I wonder if that doesn’t tell us something about Heavenly food, about manna, and also about the importance and the work of prayer. We tend to think about prayer as a way of filling our tank. We go to God in prayer so He can fill our spiritual tank up for the work we have to do, or the world we have to face, etc. etc.  We go to God because we need grace and we have a spiritual longing for the divine.  I certainly don’t deny any of that.  But, I also wonder if the paradox of prayer is that instead of filling us up, the real work of prayer is to empty us out. And that by emptying us it prepares us to be filled by the real food of God’s blessing; the real manna; that food that Jesus is talking about.  We go to prayer not to be filled, but to be emptied, so we can be made hungry for  the will of God, the work of God.  To be made ready for this meal, we have to be humbled, and perhaps a sign of this humility, of the process of being humbled is a growing hunger, a longing for something we cannot achieve on our own; something we cannot even imagine for ourselves: a food unknown to us and to our parents.

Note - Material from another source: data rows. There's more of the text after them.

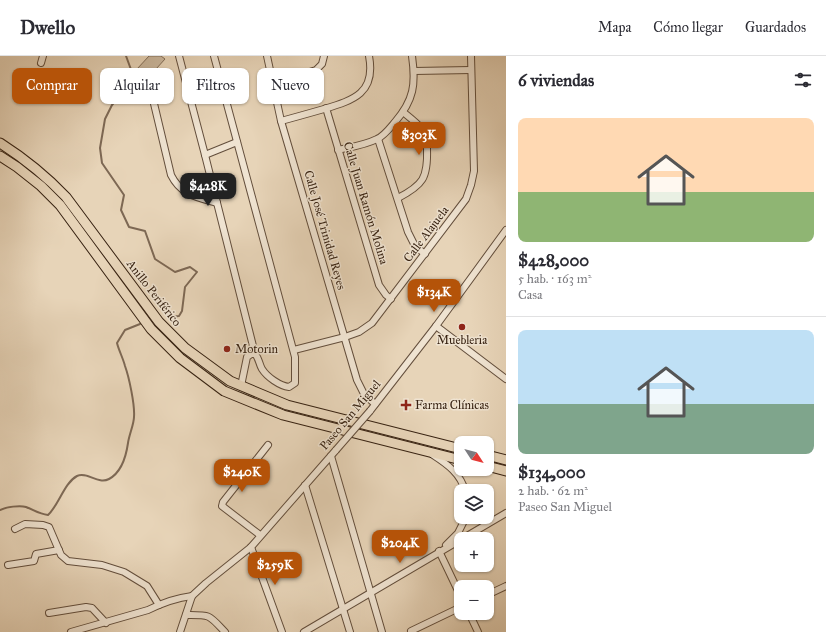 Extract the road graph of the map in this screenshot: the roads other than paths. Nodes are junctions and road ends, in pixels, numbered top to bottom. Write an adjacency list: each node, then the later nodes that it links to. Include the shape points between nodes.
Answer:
1 (43, 56): 9 (street)
2 (179, 56): 23 (street)
3 (214, 56): 20 (street)
4 (267, 56): 10 (street, Calle José Trinidad Reyes)
5 (324, 56): 11 (street)
6 (369, 56): 16 (street, via 371,76 362,92 343,104)
7 (412, 56): 13 (street)
8 (471, 56): 12 (street, Calle Alajuela)
9 (41, 63)
10 (270, 68)
11 (318, 68)
12 (471, 70): 13 (street); 28 (street, Calle Alajuela, via 474,171 472,185 466,199)
13 (414, 71): 17 (street, via 411,99)
14 (154, 104): 26 (street, via 175,183 195,197)
15 (278, 104): 18 (street, Calle José Trinidad Reyes)
16 (326, 108): 18 (street); 22 (street, Calle Juan Ramón Molina)
17 (403, 112): 19 (street); 25 (street, via 425,134 428,166 422,181)
18 (282, 121): 31 (street, Calle José Trinidad Reyes)
19 (378, 139): 22 (street); 25 (street)
20 (237, 142): 23 (street); 32 (street)
21 (0, 143): 35 (highway, Anillo Periférico, via 49,178 66,197 159,322 180,343 230,381)
22 (338, 150): 29 (street, Calle Juan Ramón Molina, via 379,285)
23 (205, 155): 26 (street)
24 (0, 156): 39 (highway, Anillo Periférico, via 41,186 60,205 151,329 180,358 224,390 283,415)
25 (398, 198): 28 (street, via 408,232 415,246)
26 (217, 203): 33 (street)
27 (506, 230): 30 (street, Paseo San Miguel)
28 (425, 254): 29 (street, Calle Alajuela)
29 (391, 299): 31 (street, Calle Alajuela, via 372,323 359,332)
30 (436, 326): 34 (street); 36 (street, Paseo San Miguel)
31 (345, 337): 32 (street, Calle Alajuela); 36 (street, Calle José Trinidad Reyes, via 357,380 364,394)
32 (294, 350): 33 (street, via 296,379 289,387 266,374)
33 (255, 354): 35 (street, via 247,357)
34 (506, 379)
35 (241, 386): 38 (highway, Anillo Periférico, via 286,405)
36 (375, 404): 40 (street, Paseo San Miguel, bridge)
37 (268, 445): 53 (street, via 222,506)
38 (454, 447)
39 (425, 450): 44 (highway, Anillo Periférico); 48 (street, via 446,464)
40 (331, 456): 49 (street, Paseo San Miguel); 60 (street)
41 (494, 456): 43 (street)
42 (494, 457): 45 (highway)
43 (506, 457)
44 (454, 458)
45 (506, 460)
46 (494, 468): 47 (highway)
47 (506, 471)
48 (462, 484)
49 (305, 485): 53 (street, Paseo San Miguel); 64 (street)
50 (506, 513): 56 (street)
51 (462, 524): 56 (street, via 458,533)
52 (15, 529): 55 (street, via 25,524 49,527)
53 (260, 535): 54 (street, Paseo San Miguel)
54 (251, 547): 62 (street, Paseo San Miguel); 73 (street)
55 (59, 550): 57 (street, via 36,554 34,561); 63 (street, via 68,561 102,565 124,572 147,586)
56 (439, 552): 58 (street); 60 (street)
57 (8, 566)
58 (454, 583)
59 (506, 586): 61 (street)
60 (370, 592): 64 (street); 76 (street)
61 (494, 592)
62 (192, 596): 63 (street); 67 (street)
63 (159, 605): 69 (street)
64 (342, 608): 74 (street); 75 (street)
65 (454, 610): 77 (street)
66 (49, 613): 69 (street, via 92,608)
67 (186, 615): 71 (street); 72 (street, via 209,616)
68 (472, 620): 78 (street)
69 (106, 623): 70 (street)
70 (71, 632)
71 (180, 632)
72 (225, 632)
73 (282, 632)
74 (304, 632)
75 (350, 632)
76 (382, 632)
77 (411, 632)
78 (478, 632)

Like Abram, lead to a strange land, when we kneel in prayer we are emptied of all our earthly resources, all our powers and glories and achievements; humbled; we are emptied so that God can fill us with grace and make of us a blessing to the world –That is how we participate in the work of God. We pray not to be filled up, but to be emptied, so we can be fed by the work of God.
Want to know what work God has for you? Empty yourself in prayer. Let God afflict you with hunger through prayer. And then let God feed you with the food that Christ spoke of: the Work of God. 

Are you listening, Mr. Sutter?  Put down those chips and that bowl of dip, something better awaits you.